Return a copy of every line in the records that includes the word "Jalésie".

Dataset excerpts:
________________
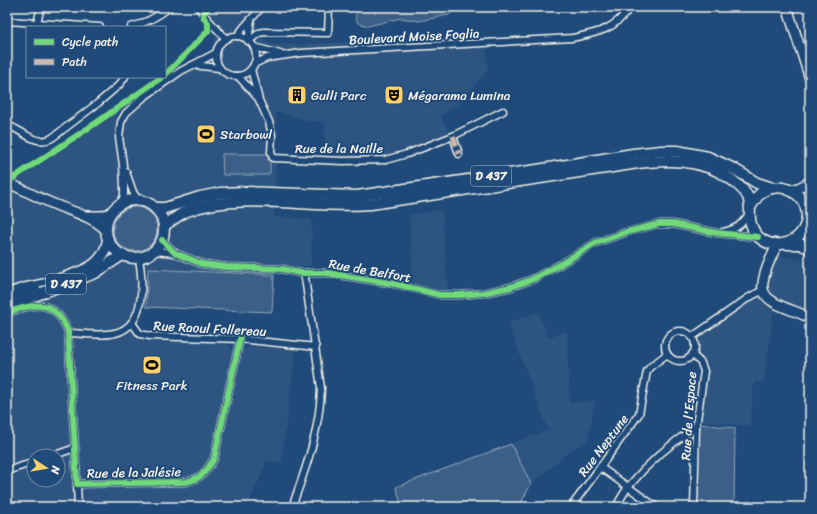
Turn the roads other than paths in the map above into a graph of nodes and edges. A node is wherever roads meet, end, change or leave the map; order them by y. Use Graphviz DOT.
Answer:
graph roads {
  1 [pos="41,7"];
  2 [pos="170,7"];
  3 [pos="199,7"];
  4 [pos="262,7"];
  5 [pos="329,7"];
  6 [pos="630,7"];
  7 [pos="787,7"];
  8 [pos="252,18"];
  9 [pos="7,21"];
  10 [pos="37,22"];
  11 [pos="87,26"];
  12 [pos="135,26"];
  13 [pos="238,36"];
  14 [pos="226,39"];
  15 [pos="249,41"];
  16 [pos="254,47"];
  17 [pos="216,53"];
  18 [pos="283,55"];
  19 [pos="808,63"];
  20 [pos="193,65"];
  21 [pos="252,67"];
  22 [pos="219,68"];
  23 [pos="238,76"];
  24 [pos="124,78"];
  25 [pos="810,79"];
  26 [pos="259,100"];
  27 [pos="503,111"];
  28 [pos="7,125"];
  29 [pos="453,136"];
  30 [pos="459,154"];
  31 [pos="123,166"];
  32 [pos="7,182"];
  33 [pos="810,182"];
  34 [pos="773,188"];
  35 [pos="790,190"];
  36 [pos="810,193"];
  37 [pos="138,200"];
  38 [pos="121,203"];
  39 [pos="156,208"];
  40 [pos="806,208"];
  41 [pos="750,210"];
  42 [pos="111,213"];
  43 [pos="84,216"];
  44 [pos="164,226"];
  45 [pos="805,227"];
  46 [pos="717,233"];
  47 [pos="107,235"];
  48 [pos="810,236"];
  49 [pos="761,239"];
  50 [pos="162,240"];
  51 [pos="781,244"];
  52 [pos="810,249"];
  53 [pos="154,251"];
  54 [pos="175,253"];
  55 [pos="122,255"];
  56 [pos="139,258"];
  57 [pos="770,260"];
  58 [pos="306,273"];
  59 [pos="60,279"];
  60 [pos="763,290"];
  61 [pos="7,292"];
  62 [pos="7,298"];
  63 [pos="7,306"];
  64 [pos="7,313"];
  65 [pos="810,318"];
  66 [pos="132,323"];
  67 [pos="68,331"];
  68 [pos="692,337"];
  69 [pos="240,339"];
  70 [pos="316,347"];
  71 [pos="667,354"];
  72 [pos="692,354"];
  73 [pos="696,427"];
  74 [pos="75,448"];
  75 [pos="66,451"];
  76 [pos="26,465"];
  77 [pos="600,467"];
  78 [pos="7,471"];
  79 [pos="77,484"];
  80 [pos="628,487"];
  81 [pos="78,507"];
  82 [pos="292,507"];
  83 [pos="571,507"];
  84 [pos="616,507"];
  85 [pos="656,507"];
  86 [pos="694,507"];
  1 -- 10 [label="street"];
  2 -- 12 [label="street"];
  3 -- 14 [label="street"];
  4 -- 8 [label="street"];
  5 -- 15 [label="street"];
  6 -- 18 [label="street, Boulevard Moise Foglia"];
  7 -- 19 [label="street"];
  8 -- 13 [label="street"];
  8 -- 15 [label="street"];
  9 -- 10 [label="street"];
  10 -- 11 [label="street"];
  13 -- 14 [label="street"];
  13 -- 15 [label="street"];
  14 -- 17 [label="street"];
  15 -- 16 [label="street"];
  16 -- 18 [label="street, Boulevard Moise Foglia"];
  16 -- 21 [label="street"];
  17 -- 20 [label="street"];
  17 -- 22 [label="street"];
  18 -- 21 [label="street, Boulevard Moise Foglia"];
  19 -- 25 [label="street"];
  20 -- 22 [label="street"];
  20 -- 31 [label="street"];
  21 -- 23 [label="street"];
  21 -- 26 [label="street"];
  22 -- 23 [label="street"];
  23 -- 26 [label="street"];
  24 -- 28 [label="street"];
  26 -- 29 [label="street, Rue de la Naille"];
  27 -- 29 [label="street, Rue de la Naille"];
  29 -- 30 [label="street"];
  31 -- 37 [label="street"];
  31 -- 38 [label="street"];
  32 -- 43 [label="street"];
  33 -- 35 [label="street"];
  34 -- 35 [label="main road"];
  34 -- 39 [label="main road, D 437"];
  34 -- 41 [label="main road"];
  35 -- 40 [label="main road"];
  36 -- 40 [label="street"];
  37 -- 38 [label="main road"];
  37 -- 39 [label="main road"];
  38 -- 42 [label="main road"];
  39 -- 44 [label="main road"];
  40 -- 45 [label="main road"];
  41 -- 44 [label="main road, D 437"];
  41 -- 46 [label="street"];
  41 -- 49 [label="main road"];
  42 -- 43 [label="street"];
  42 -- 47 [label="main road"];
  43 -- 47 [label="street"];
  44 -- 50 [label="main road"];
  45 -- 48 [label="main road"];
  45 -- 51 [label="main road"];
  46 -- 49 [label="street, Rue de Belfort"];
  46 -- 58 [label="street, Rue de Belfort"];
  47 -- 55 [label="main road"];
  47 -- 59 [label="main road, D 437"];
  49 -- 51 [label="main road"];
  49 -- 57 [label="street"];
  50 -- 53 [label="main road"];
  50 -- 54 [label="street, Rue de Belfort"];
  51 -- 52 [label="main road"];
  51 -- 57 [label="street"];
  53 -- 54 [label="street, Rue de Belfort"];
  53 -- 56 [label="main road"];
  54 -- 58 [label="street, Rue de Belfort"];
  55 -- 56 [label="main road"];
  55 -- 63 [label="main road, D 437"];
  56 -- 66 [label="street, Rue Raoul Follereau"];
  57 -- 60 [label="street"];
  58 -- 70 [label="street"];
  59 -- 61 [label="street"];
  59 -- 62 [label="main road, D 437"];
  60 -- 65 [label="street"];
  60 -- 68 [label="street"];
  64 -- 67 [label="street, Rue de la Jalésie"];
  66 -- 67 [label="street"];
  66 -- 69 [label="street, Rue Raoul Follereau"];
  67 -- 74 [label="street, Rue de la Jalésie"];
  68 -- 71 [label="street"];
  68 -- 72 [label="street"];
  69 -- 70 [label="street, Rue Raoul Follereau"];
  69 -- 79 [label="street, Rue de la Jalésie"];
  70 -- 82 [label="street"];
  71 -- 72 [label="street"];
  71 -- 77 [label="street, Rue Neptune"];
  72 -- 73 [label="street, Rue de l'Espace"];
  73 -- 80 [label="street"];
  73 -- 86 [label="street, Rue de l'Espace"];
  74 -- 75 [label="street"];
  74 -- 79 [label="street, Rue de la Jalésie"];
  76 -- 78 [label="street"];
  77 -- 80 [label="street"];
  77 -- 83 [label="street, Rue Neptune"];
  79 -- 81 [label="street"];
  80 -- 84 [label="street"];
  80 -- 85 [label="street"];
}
________________
[THE ANSWER]:
  64 -- 67 [label="street, Rue de la Jalésie"];
  67 -- 74 [label="street, Rue de la Jalésie"];
  69 -- 79 [label="street, Rue de la Jalésie"];
  74 -- 79 [label="street, Rue de la Jalésie"];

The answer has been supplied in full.